▸ Directions
Scan the listing for "Билибина" and copy out each line that has it.

▸ Material to process
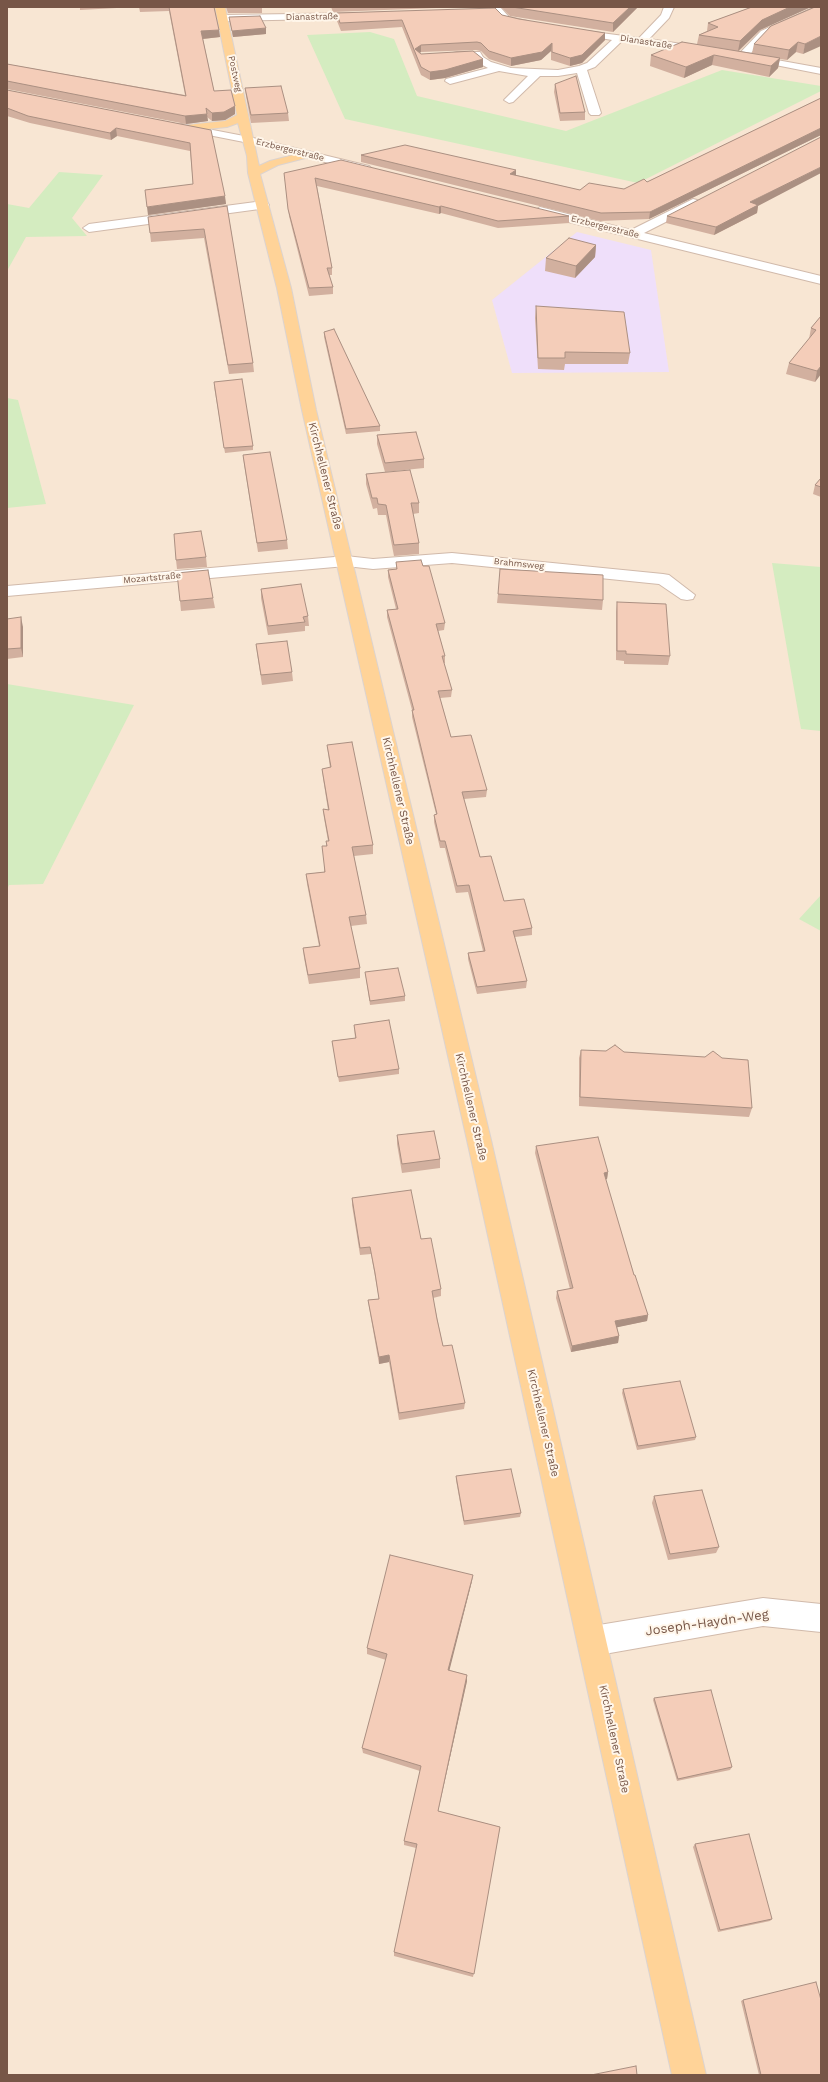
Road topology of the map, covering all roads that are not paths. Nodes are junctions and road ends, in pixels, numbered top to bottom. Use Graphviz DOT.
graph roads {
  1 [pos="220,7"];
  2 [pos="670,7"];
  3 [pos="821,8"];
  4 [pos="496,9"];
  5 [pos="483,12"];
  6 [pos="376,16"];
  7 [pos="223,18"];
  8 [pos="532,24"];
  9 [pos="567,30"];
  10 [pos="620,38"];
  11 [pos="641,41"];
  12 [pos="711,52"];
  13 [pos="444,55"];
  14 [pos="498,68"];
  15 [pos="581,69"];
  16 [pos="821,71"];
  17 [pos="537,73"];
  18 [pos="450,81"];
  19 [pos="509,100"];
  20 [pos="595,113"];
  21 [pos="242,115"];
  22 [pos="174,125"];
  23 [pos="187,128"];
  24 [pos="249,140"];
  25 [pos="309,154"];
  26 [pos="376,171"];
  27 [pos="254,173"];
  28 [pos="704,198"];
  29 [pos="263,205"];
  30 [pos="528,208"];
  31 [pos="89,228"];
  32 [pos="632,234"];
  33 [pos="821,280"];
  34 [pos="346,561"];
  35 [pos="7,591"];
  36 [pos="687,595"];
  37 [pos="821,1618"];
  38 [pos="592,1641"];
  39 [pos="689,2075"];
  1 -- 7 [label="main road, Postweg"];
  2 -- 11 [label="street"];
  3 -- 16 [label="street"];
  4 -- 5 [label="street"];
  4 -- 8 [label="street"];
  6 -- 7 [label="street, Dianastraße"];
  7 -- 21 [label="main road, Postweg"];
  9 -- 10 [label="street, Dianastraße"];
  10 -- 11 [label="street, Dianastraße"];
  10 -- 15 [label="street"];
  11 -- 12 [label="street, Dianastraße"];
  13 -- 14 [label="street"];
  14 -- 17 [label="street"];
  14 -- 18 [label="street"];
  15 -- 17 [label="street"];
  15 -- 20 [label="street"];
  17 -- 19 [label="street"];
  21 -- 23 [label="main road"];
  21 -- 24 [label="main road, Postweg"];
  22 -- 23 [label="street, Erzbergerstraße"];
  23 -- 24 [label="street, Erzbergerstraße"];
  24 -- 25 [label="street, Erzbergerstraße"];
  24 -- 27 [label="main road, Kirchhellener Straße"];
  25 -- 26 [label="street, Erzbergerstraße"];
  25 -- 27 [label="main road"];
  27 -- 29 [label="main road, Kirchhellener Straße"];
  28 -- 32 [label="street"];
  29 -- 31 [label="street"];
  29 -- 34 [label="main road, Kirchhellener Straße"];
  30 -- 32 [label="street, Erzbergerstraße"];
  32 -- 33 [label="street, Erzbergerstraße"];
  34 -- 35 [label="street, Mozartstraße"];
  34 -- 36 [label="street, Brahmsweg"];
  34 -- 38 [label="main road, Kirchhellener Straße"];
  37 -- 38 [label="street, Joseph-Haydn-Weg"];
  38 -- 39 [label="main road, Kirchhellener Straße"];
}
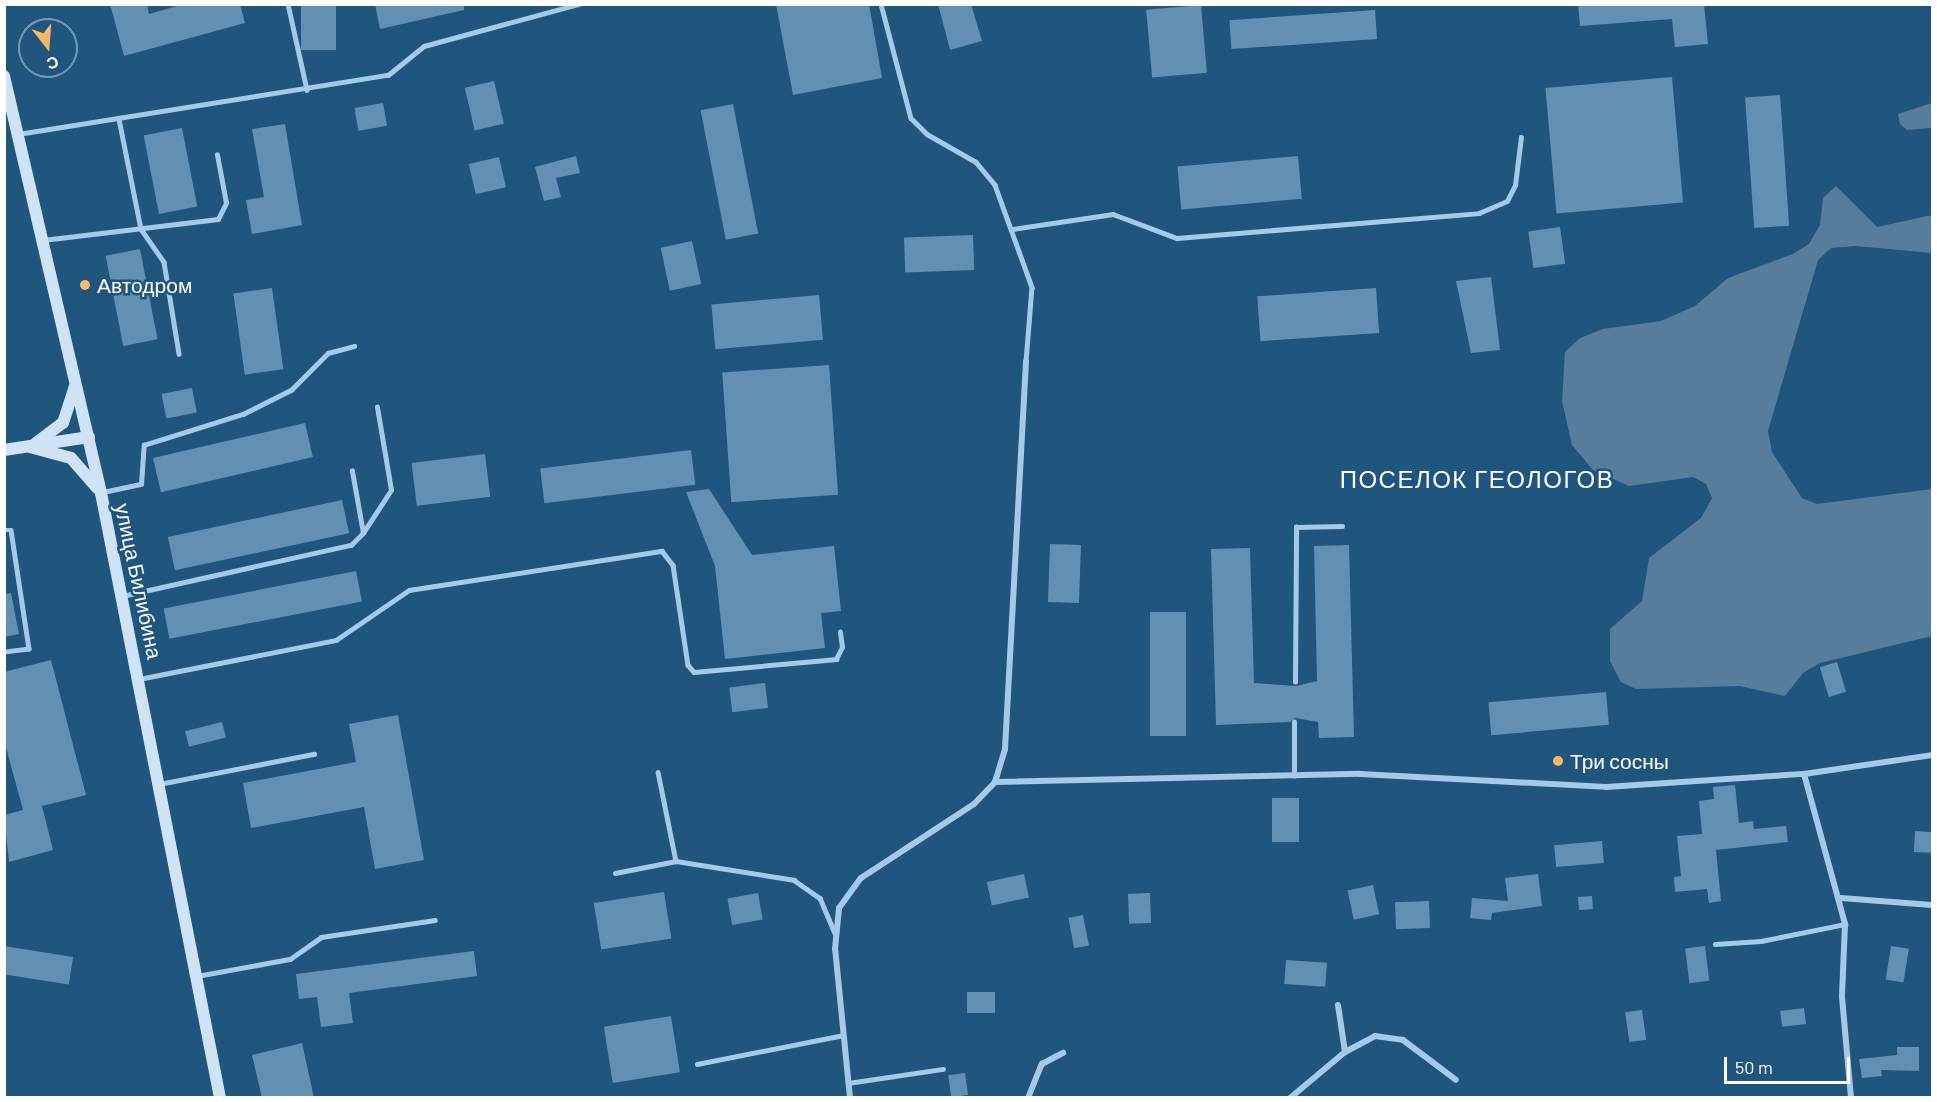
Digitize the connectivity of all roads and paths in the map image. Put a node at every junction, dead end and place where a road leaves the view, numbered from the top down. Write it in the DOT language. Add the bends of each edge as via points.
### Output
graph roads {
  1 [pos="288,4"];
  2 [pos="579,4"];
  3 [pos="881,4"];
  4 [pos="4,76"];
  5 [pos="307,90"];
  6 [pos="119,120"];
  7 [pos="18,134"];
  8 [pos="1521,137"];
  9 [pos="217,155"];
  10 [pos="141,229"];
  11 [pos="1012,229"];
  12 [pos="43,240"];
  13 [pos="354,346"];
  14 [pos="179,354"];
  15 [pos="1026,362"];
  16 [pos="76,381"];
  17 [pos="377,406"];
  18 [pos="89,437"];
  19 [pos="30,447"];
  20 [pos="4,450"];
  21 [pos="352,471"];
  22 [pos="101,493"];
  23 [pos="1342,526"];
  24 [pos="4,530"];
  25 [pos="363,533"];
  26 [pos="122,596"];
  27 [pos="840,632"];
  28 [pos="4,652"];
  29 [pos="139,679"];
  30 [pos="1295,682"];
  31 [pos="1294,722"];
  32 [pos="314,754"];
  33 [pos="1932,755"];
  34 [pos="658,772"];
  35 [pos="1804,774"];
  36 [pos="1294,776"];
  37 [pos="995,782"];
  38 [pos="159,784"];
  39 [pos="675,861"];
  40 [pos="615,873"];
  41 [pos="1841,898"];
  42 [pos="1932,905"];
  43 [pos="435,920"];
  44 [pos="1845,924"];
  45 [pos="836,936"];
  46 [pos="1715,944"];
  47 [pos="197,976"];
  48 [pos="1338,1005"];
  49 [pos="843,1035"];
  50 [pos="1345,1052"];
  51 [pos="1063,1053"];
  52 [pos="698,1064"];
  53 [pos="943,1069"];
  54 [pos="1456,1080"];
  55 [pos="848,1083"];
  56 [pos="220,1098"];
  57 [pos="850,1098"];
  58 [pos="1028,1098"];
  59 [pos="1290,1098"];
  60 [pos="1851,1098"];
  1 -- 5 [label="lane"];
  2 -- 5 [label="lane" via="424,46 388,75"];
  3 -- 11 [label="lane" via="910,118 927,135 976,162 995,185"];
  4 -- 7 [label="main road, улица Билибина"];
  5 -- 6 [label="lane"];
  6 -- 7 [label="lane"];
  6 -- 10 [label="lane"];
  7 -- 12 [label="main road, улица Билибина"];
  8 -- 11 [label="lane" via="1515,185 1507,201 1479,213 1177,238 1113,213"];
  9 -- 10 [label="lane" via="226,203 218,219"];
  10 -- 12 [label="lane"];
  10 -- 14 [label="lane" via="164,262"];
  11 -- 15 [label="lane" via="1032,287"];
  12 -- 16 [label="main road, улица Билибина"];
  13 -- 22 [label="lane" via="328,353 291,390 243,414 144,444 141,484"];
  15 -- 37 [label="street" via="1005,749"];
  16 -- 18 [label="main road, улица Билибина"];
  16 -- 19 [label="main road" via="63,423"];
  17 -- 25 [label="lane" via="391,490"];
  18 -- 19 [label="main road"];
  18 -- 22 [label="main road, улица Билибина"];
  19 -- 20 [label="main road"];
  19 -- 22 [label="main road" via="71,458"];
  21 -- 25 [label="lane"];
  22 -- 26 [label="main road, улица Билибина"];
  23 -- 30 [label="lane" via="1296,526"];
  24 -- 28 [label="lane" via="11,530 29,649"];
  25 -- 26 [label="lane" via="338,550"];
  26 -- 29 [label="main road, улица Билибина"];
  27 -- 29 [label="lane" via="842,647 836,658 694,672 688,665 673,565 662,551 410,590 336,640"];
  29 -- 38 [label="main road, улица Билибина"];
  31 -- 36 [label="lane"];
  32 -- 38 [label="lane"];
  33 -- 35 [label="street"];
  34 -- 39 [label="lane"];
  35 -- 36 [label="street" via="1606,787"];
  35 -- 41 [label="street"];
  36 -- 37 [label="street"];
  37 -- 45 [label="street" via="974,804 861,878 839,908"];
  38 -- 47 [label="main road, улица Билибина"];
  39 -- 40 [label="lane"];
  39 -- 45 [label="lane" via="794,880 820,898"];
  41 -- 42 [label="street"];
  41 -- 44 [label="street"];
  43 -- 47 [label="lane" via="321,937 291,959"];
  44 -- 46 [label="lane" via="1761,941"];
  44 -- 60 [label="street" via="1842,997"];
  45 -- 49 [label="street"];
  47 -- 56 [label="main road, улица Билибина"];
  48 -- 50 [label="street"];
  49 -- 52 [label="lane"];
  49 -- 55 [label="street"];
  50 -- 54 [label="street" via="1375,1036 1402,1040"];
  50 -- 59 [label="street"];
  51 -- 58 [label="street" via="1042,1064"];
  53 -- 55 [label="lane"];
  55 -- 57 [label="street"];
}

▸ Expected answer
  4 -- 7 [label="main road, улица Билибина"];
  7 -- 12 [label="main road, улица Билибина"];
  12 -- 16 [label="main road, улица Билибина"];
  16 -- 18 [label="main road, улица Билибина"];
  18 -- 22 [label="main road, улица Билибина"];
  22 -- 26 [label="main road, улица Билибина"];
  26 -- 29 [label="main road, улица Билибина"];
  29 -- 38 [label="main road, улица Билибина"];
  38 -- 47 [label="main road, улица Билибина"];
  47 -- 56 [label="main road, улица Билибина"];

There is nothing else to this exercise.